Das wesentliche Kennzeichen sind wiederkehrende schwere Angstattacken (Panik), die sich nicht auf eine spezifische Situation oder besondere Umstände beschränken und deshalb auch nicht vorhersehbar sind. Mehrmals im Monat, in manchen Fällen auch mehrmals täglich, treten diese Panikattacken plötzlich, wie aus heiterem Himmel auf und variieren in Dauer und Intensität. Die Attacke geht mit körperlichen Symptomen einer Stressreaktion einher, die durch die Angst ausgelöst wird.
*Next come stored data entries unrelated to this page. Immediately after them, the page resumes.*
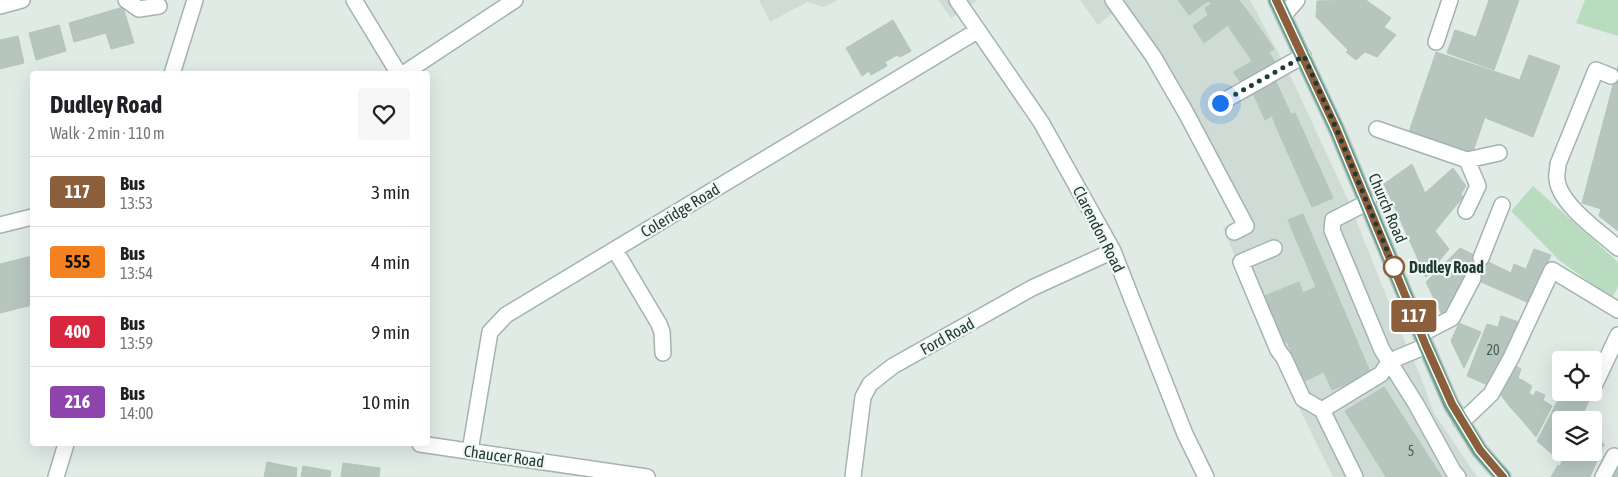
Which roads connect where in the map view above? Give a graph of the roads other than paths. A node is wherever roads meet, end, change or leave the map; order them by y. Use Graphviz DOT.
graph roads {
  1 [pos="22,0"];
  2 [pos="126,0"];
  3 [pos="195,0"];
  4 [pos="354,0"];
  5 [pos="515,0"];
  6 [pos="957,0"];
  7 [pos="1113,0"];
  8 [pos="1276,0"];
  9 [pos="1297,0"];
  10 [pos="1450,0"];
  11 [pos="0,6"];
  12 [pos="159,6"];
  13 [pos="1284,15"];
  14 [pos="977,31"];
  15 [pos="1436,42"];
  16 [pos="1304,56"];
  17 [pos="173,71"];
  18 [pos="399,71"];
  19 [pos="406,71"];
  20 [pos="1611,76"];
  21 [pos="1220,103"];
  22 [pos="1377,129"];
  23 [pos="1499,153"];
  24 [pos="1467,160"];
  25 [pos="1368,202"];
  26 [pos="1502,205"];
  27 [pos="1466,211"];
  28 [pos="30,217"];
  29 [pos="0,225"];
  30 [pos="1234,232"];
  31 [pos="1274,248"];
  32 [pos="1618,248"];
  33 [pos="615,250"];
  34 [pos="1113,251"];
  35 [pos="1481,258"];
  36 [pos="1473,278"];
  37 [pos="1618,310"];
  38 [pos="1618,335"];
  39 [pos="1424,340"];
  40 [pos="664,353"];
  41 [pos="1390,362"];
  42 [pos="1602,368"];
  43 [pos="1322,410"];
  44 [pos="1461,421"];
  45 [pos="430,445"];
  46 [pos="65,446"];
  47 [pos="470,451"];
  48 [pos="1618,458"];
  49 [pos="56,477"];
  50 [pos="647,477"];
  51 [pos="853,477"];
  52 [pos="1206,477"];
  53 [pos="1354,477"];
  54 [pos="1458,477"];
  55 [pos="1503,477"];
  56 [pos="1603,477"];
  1 -- 11 [label="street"];
  2 -- 12 [label="street"];
  3 -- 17 [label="street"];
  4 -- 18 [label="street"];
  5 -- 19 [label="street"];
  6 -- 14 [label="street, Clarendon Road"];
  7 -- 30 [label="street"];
  8 -- 13 [label="main road, Church Road"];
  9 -- 13 [label="street"];
  10 -- 15 [label="street"];
  13 -- 16 [label="main road, Church Road"];
  14 -- 33 [label="street, Coleridge Road"];
  14 -- 34 [label="street, Clarendon Road"];
  16 -- 21 [label="street"];
  16 -- 25 [label="main road, Church Road"];
  20 -- 32 [label="street"];
  22 -- 24 [label="street"];
  23 -- 24 [label="street"];
  24 -- 27 [label="street"];
  25 -- 39 [label="main road, Church Road"];
  25 -- 41 [label="street"];
  26 -- 35 [label="street"];
  28 -- 29 [label="street"];
  31 -- 43 [label="street"];
  33 -- 40 [label="street"];
  33 -- 47 [label="street, Coleridge Road"];
  34 -- 51 [label="street, Ford Road"];
  34 -- 52 [label="street, Clarendon Road"];
  36 -- 39 [label="street"];
  37 -- 44 [label="street"];
  38 -- 42 [label="street"];
  39 -- 41 [label="street"];
  39 -- 44 [label="main road, Church Road"];
  41 -- 43 [label="street"];
  41 -- 54 [label="street"];
  43 -- 53 [label="street"];
  44 -- 55 [label="main road, Church Road"];
  45 -- 47 [label="street, Chaucer Road"];
  46 -- 49 [label="street"];
  47 -- 50 [label="street, Chaucer Road"];
  48 -- 56 [label="street"];
}
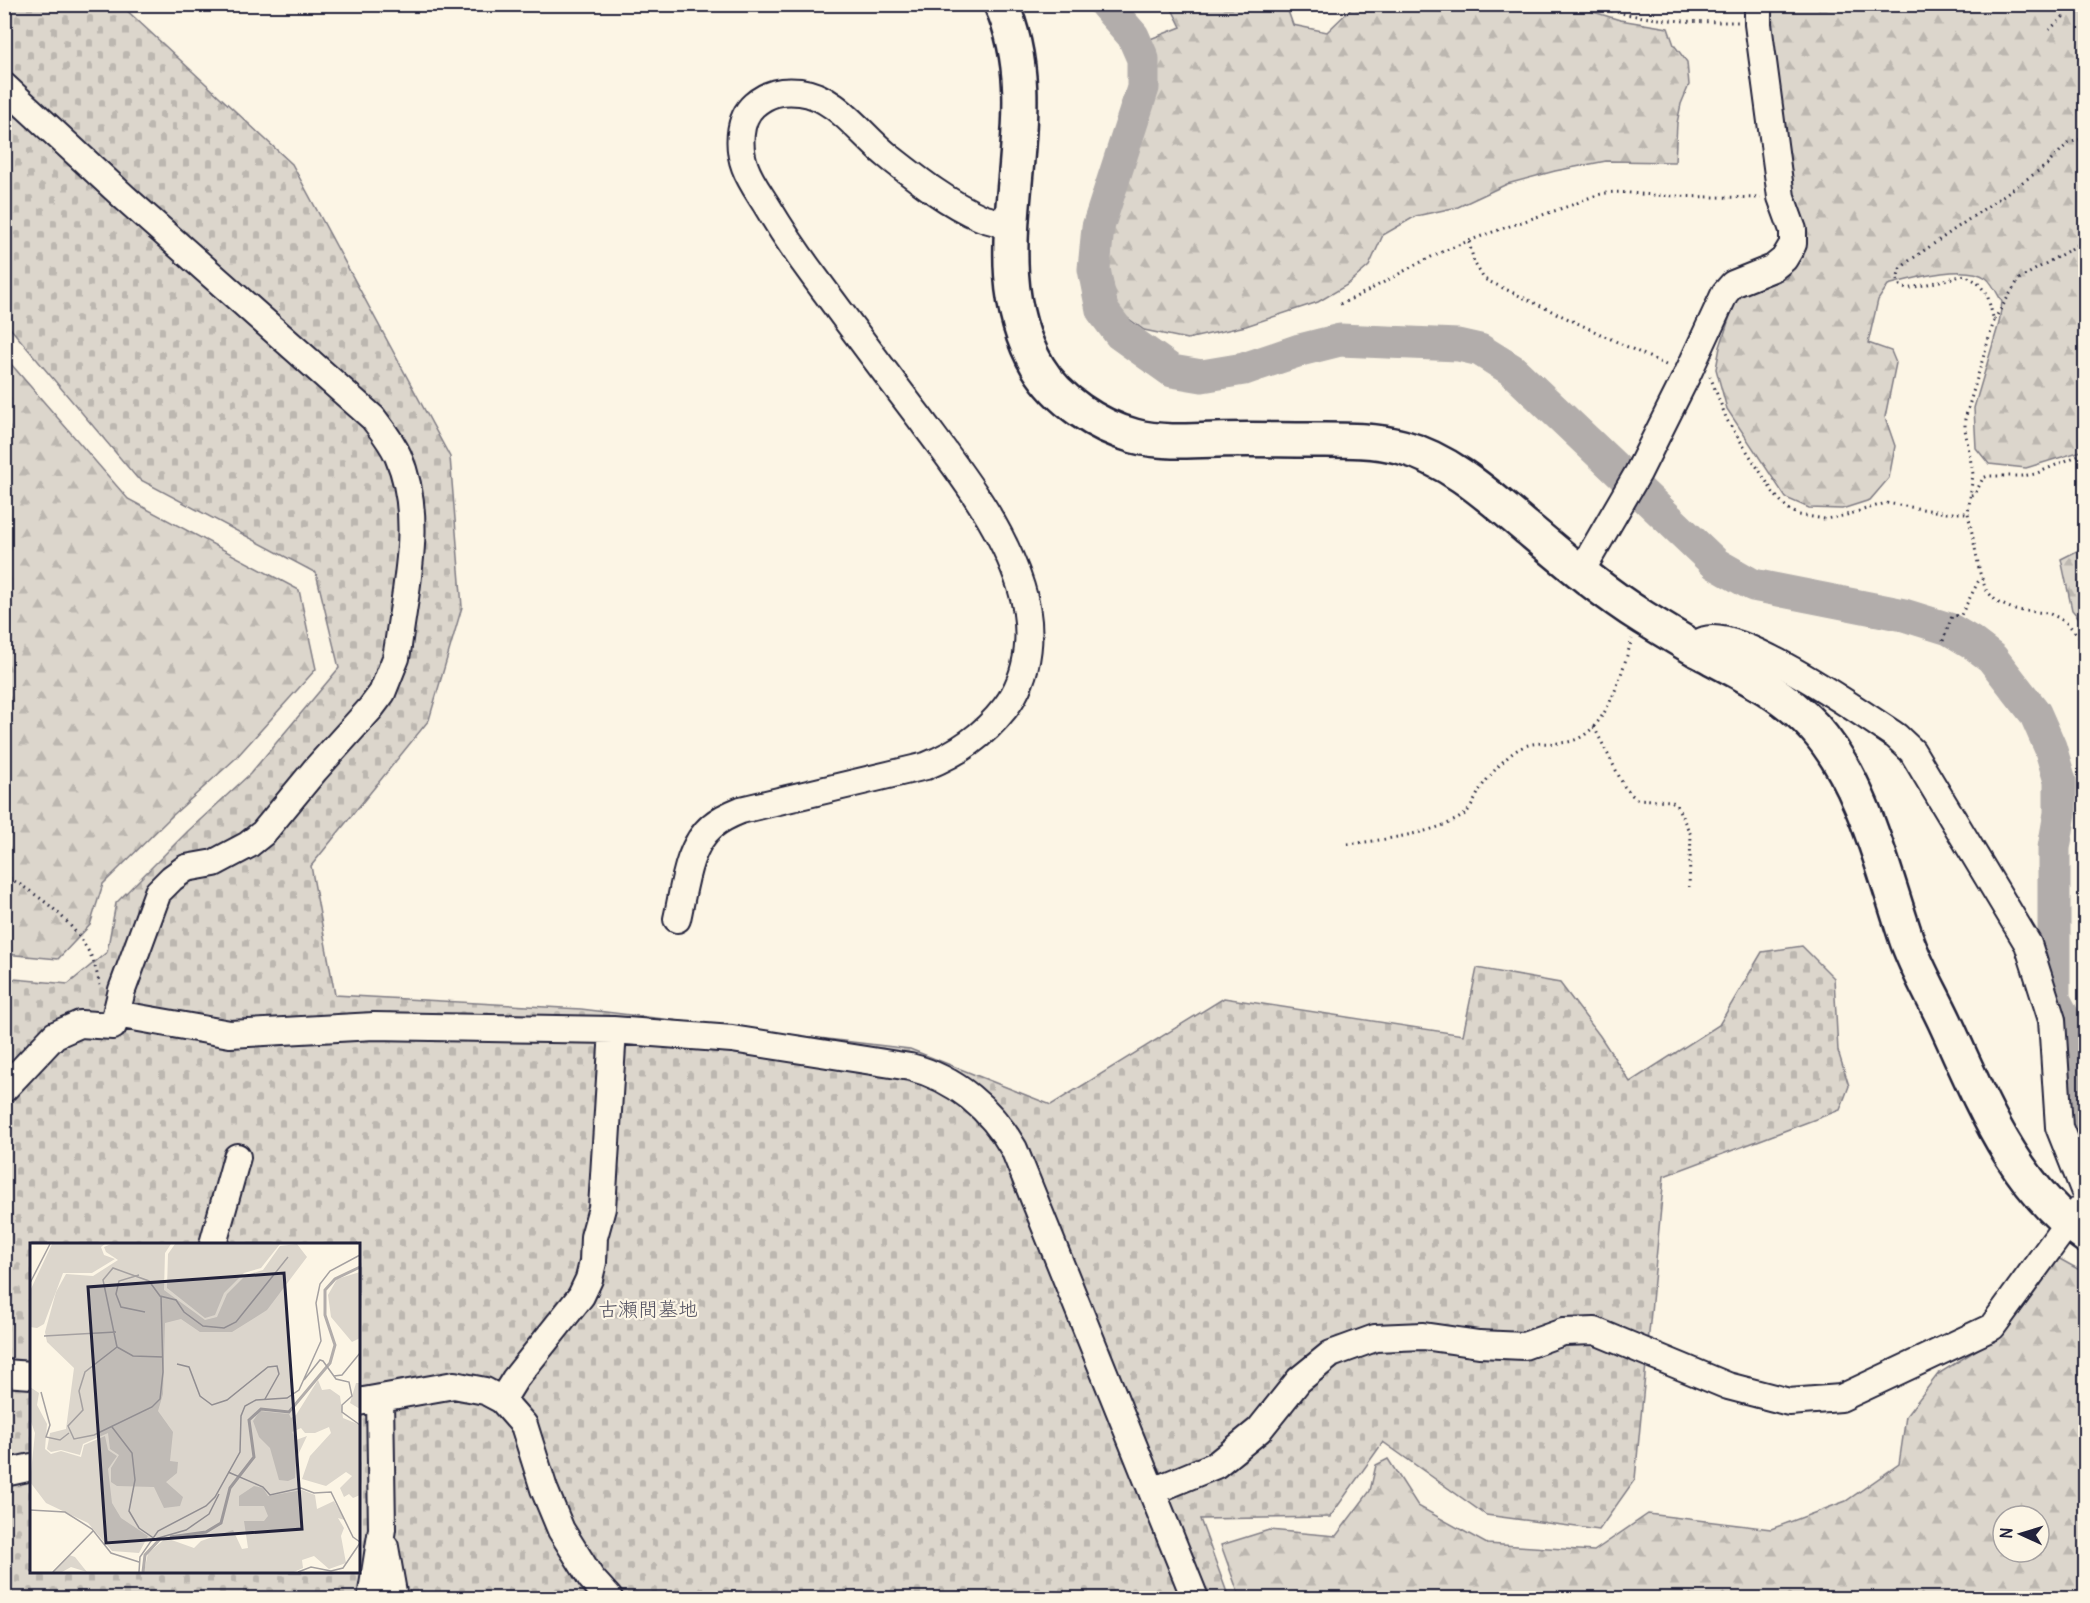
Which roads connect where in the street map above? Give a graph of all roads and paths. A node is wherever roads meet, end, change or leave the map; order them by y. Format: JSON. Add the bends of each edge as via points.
{"nodes":[{"id":1,"x":1001,"y":4,"type":"edge"},
{"id":2,"x":1588,"y":4,"type":"edge"},
{"id":3,"x":2061,"y":4,"type":"edge"},
{"id":4,"x":1758,"y":13,"type":"edge"},
{"id":5,"x":2049,"y":30,"type":"dead end"},
{"id":6,"x":4,"y":86,"type":"edge"},
{"id":7,"x":2085,"y":138,"type":"edge"},
{"id":8,"x":1781,"y":196,"type":"junction"},
{"id":9,"x":1012,"y":226,"type":"junction"},
{"id":10,"x":2085,"y":233,"type":"edge"},
{"id":11,"x":1469,"y":242,"type":"junction"},
{"id":12,"x":1340,"y":304,"type":"dead end"},
{"id":13,"x":1994,"y":321,"type":"junction"},
{"id":14,"x":1703,"y":340,"type":"junction"},
{"id":15,"x":1687,"y":375,"type":"junction"},
{"id":16,"x":2085,"y":452,"type":"edge"},
{"id":17,"x":1971,"y":495,"type":"junction"},
{"id":18,"x":1968,"y":513,"type":"junction"},
{"id":19,"x":1580,"y":573,"type":"junction"},
{"id":20,"x":1982,"y":578,"type":"junction"},
{"id":21,"x":1643,"y":617,"type":"junction"},
{"id":22,"x":1943,"y":641,"type":"dead end"},
{"id":23,"x":2085,"y":645,"type":"edge"},
{"id":24,"x":1693,"y":647,"type":"junction"},
{"id":25,"x":1593,"y":727,"type":"junction"},
{"id":26,"x":1348,"y":844,"type":"dead end"},
{"id":27,"x":4,"y":875,"type":"edge"},
{"id":28,"x":1689,"y":887,"type":"dead end"},
{"id":29,"x":677,"y":919,"type":"dead end"},
{"id":30,"x":100,"y":985,"type":"dead end"},
{"id":31,"x":116,"y":1014,"type":"junction"},
{"id":32,"x":613,"y":1030,"type":"junction"},
{"id":33,"x":4,"y":1089,"type":"edge"},
{"id":34,"x":237,"y":1157,"type":"dead end"},
{"id":35,"x":2085,"y":1195,"type":"edge"},
{"id":36,"x":2079,"y":1221,"type":"edge"},
{"id":37,"x":214,"y":1243,"type":"edge"},
{"id":38,"x":4,"y":1373,"type":"edge"},
{"id":39,"x":30,"y":1375,"type":"edge"},
{"id":40,"x":369,"y":1400,"type":"edge"},
{"id":41,"x":501,"y":1400,"type":"junction"},
{"id":42,"x":30,"y":1467,"type":"edge"},
{"id":43,"x":4,"y":1473,"type":"edge"},
{"id":44,"x":1153,"y":1491,"type":"junction"},
{"id":45,"x":382,"y":1529,"type":"junction"},
{"id":46,"x":371,"y":1599,"type":"edge"},
{"id":47,"x":394,"y":1599,"type":"edge"},
{"id":48,"x":609,"y":1599,"type":"edge"},
{"id":49,"x":1195,"y":1599,"type":"edge"}],
"edges":[{"from":1,"to":9,"type":"main road","via":[[1014,41],[1020,78]]},
{"from":2,"to":4,"type":"path","via":[[1618,14],[1672,22]]},
{"from":3,"to":5,"type":"path","via":[[2063,17]]},
{"from":4,"to":8,"type":"street"},
{"from":6,"to":31,"type":"street","via":[[373,417],[397,453],[411,500],[411,548],[398,646],[382,693],[263,833],[214,863],[186,868],[158,892]]},
{"from":7,"to":13,"type":"path","via":[[2068,143],[2047,165],[1900,269],[1898,284],[1907,289],[1959,276],[1971,277],[1987,294]]},
{"from":8,"to":11,"type":"path","via":[[1616,191],[1594,195]]},
{"from":8,"to":14,"type":"street","via":[[1793,230],[1793,244],[1773,268],[1733,284]]},
{"from":9,"to":19,"type":"main road","via":[[1013,298],[1025,342],[1060,395],[1093,418],[1134,436],[1154,438],[1346,440],[1405,448],[1456,473],[1483,492]]},
{"from":9,"to":29,"type":"street","via":[[954,204],[885,154],[818,97],[803,92],[769,94],[747,112],[741,151],[752,182],[795,251],[967,481],[998,535],[1021,587],[1028,626],[1027,651],[1021,681],[993,724],[950,756],[926,766],[741,810],[710,827],[694,853]]},
{"from":10,"to":13,"type":"path","via":[[2076,246],[2019,279]]},
{"from":11,"to":12,"type":"path"},
{"from":11,"to":15,"type":"path","via":[[1479,272],[1492,284]]},
{"from":13,"to":17,"type":"path","via":[[1965,418],[1973,474]]},
{"from":14,"to":15,"type":"street"},
{"from":14,"to":18,"type":"path","via":[[1710,350],[1710,378],[1727,420],[1787,508],[1798,515],[1825,519],[1886,503]]},
{"from":15,"to":19,"type":"street","via":[[1638,473]]},
{"from":16,"to":17,"type":"path","via":[[2035,474],[1988,476]]},
{"from":17,"to":18,"type":"path"},
{"from":18,"to":20,"type":"path"},
{"from":19,"to":21,"type":"main road"},
{"from":20,"to":22,"type":"path","via":[[1961,615],[1952,616]]},
{"from":20,"to":23,"type":"path","via":[[1997,602],[2059,618]]},
{"from":21,"to":24,"type":"main road"},
{"from":21,"to":25,"type":"path","via":[[1609,704]]},
{"from":24,"to":35,"type":"street","via":[[1706,639],[1733,642],[1776,660],[1896,736],[1912,751],[2028,944],[2052,1020],[2059,1127]]},
{"from":24,"to":36,"type":"main road","via":[[1775,693],[1830,746],[1858,799],[1909,946],[1970,1078],[2020,1170]]},
{"from":25,"to":26,"type":"path","via":[[1570,742],[1527,744],[1482,787],[1467,812],[1449,824]]},
{"from":25,"to":28,"type":"path","via":[[1632,795],[1676,804],[1691,835]]},
{"from":27,"to":30,"type":"path","via":[[38,894],[60,913],[90,954]]},
{"from":31,"to":32,"type":"street","via":[[230,1034],[374,1026]]},
{"from":31,"to":33,"type":"street","via":[[113,1026],[80,1024],[55,1035]]},
{"from":32,"to":41,"type":"street","via":[[602,1208],[589,1279],[581,1296]]},
{"from":32,"to":44,"type":"street","via":[[732,1039],[910,1067],[951,1083],[985,1110],[1014,1149]]},
{"from":34,"to":37,"type":"street"},
{"from":36,"to":44,"type":"street","via":[[1992,1327],[1841,1398],[1789,1402],[1728,1386],[1595,1331],[1563,1332],[1524,1346],[1423,1336],[1375,1338],[1331,1354],[1299,1380],[1259,1430],[1216,1465]]},
{"from":38,"to":39,"type":"street"},
{"from":40,"to":41,"type":"street","via":[[454,1385],[485,1391]]},
{"from":40,"to":45,"type":"street"},
{"from":41,"to":48,"type":"street","via":[[524,1425],[561,1530]]},
{"from":42,"to":43,"type":"street"},
{"from":44,"to":49,"type":"street"},
{"from":45,"to":46,"type":"street"},
{"from":45,"to":47,"type":"street"}]}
Oft deuten die Betroffenen die Symptome falsch, etwa als Anzeichen für einen Herzinfarkt, und steigern dadurch noch ihre Angst.

 

 

Typische Symptome einer Panikattacke:

  • Angst die Kontrolle zu verlieren, verrückt zu werden oder zu sterben
  • Herzklopfen oder Herzrasen, spürbarer Puls
  • Schweißausbrüche und Hitzegefühl, Zittern oder Kälteschauer
  • Mundtrockenheit, Atemnot, Beklemmung in der Brust
  • Übelkeit, Magenbeschwerden
  • Schwindel, Schwäche, Benommenheit
  • Gefühllosigkeit, Kribbeln in Armen oder Beinen
  • Gefühl, dass die Umwelt unwirklich ist, man neben sichsteht oder sich nicht wirklich spürt
  • Panikattacken können auch im Rahmen anderer psychischer oder körperlicher Erkrankungen entstehen, zum Beispiel bei Schilddrüsenfehlfunktionen oder Depressionen. Auch Herzerkrankungen können ähnliche Symptome auslösen, daher ist in jedem Fall  eine medizinische Abklärung erforderlich.